* _Exercise brief_: Word for word, restate every line of the material.

--- Dataset content ---

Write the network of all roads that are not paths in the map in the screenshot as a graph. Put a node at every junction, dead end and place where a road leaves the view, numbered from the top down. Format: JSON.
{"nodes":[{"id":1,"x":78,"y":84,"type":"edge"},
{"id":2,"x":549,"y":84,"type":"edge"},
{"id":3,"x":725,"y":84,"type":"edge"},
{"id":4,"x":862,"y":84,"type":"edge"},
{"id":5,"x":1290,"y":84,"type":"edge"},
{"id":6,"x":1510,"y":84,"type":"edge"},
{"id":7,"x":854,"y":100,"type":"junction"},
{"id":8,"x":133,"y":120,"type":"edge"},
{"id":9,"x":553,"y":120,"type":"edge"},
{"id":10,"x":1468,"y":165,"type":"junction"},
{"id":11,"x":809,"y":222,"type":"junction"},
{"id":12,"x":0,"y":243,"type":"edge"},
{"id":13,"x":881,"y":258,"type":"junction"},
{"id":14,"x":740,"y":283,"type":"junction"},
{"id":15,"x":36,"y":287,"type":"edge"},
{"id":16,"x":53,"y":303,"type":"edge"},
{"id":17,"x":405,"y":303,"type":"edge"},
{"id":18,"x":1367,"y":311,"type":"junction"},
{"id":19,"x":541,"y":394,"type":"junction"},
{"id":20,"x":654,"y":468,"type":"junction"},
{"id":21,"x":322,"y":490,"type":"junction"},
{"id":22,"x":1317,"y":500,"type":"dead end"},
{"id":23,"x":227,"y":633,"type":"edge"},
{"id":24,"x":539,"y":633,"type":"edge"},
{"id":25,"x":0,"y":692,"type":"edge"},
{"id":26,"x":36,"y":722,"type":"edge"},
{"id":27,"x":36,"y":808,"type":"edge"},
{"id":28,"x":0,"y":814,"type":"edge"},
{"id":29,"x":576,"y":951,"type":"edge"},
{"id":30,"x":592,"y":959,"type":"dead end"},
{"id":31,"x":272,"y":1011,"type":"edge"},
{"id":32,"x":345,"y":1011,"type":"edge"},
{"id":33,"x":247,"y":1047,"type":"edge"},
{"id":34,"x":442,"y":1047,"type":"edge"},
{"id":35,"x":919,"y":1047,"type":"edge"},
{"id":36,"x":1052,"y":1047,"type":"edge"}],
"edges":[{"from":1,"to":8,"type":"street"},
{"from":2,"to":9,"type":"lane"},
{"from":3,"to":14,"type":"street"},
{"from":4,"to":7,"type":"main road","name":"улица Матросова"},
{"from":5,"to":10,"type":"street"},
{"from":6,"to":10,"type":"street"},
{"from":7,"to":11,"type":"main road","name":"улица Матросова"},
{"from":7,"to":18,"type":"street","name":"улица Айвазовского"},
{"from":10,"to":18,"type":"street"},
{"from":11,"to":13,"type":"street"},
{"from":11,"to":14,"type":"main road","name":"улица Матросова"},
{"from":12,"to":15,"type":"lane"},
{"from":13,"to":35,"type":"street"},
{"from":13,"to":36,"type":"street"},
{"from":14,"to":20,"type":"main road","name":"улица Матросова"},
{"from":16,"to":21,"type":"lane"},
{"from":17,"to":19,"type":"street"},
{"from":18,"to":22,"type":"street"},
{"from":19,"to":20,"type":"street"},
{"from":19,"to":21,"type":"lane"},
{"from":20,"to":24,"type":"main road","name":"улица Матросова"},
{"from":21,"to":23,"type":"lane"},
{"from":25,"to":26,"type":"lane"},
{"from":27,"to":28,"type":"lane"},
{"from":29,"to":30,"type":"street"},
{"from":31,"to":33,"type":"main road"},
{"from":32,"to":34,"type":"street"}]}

---

* _Answer section_:
Write the network of all roads that are not paths in the map in the screenshot as a graph. Put a node at every junction, dead end and place where a road leaves the view, numbered from the top down. Format: JSON.
{"nodes":[{"id":1,"x":78,"y":84,"type":"edge"},
{"id":2,"x":549,"y":84,"type":"edge"},
{"id":3,"x":725,"y":84,"type":"edge"},
{"id":4,"x":862,"y":84,"type":"edge"},
{"id":5,"x":1290,"y":84,"type":"edge"},
{"id":6,"x":1510,"y":84,"type":"edge"},
{"id":7,"x":854,"y":100,"type":"junction"},
{"id":8,"x":133,"y":120,"type":"edge"},
{"id":9,"x":553,"y":120,"type":"edge"},
{"id":10,"x":1468,"y":165,"type":"junction"},
{"id":11,"x":809,"y":222,"type":"junction"},
{"id":12,"x":0,"y":243,"type":"edge"},
{"id":13,"x":881,"y":258,"type":"junction"},
{"id":14,"x":740,"y":283,"type":"junction"},
{"id":15,"x":36,"y":287,"type":"edge"},
{"id":16,"x":53,"y":303,"type":"edge"},
{"id":17,"x":405,"y":303,"type":"edge"},
{"id":18,"x":1367,"y":311,"type":"junction"},
{"id":19,"x":541,"y":394,"type":"junction"},
{"id":20,"x":654,"y":468,"type":"junction"},
{"id":21,"x":322,"y":490,"type":"junction"},
{"id":22,"x":1317,"y":500,"type":"dead end"},
{"id":23,"x":227,"y":633,"type":"edge"},
{"id":24,"x":539,"y":633,"type":"edge"},
{"id":25,"x":0,"y":692,"type":"edge"},
{"id":26,"x":36,"y":722,"type":"edge"},
{"id":27,"x":36,"y":808,"type":"edge"},
{"id":28,"x":0,"y":814,"type":"edge"},
{"id":29,"x":576,"y":951,"type":"edge"},
{"id":30,"x":592,"y":959,"type":"dead end"},
{"id":31,"x":272,"y":1011,"type":"edge"},
{"id":32,"x":345,"y":1011,"type":"edge"},
{"id":33,"x":247,"y":1047,"type":"edge"},
{"id":34,"x":442,"y":1047,"type":"edge"},
{"id":35,"x":919,"y":1047,"type":"edge"},
{"id":36,"x":1052,"y":1047,"type":"edge"}],
"edges":[{"from":1,"to":8,"type":"street"},
{"from":2,"to":9,"type":"lane"},
{"from":3,"to":14,"type":"street"},
{"from":4,"to":7,"type":"main road","name":"улица Матросова"},
{"from":5,"to":10,"type":"street"},
{"from":6,"to":10,"type":"street"},
{"from":7,"to":11,"type":"main road","name":"улица Матросова"},
{"from":7,"to":18,"type":"street","name":"улица Айвазовского"},
{"from":10,"to":18,"type":"street"},
{"from":11,"to":13,"type":"street"},
{"from":11,"to":14,"type":"main road","name":"улица Матросова"},
{"from":12,"to":15,"type":"lane"},
{"from":13,"to":35,"type":"street"},
{"from":13,"to":36,"type":"street"},
{"from":14,"to":20,"type":"main road","name":"улица Матросова"},
{"from":16,"to":21,"type":"lane"},
{"from":17,"to":19,"type":"street"},
{"from":18,"to":22,"type":"street"},
{"from":19,"to":20,"type":"street"},
{"from":19,"to":21,"type":"lane"},
{"from":20,"to":24,"type":"main road","name":"улица Матросова"},
{"from":21,"to":23,"type":"lane"},
{"from":25,"to":26,"type":"lane"},
{"from":27,"to":28,"type":"lane"},
{"from":29,"to":30,"type":"street"},
{"from":31,"to":33,"type":"main road"},
{"from":32,"to":34,"type":"street"}]}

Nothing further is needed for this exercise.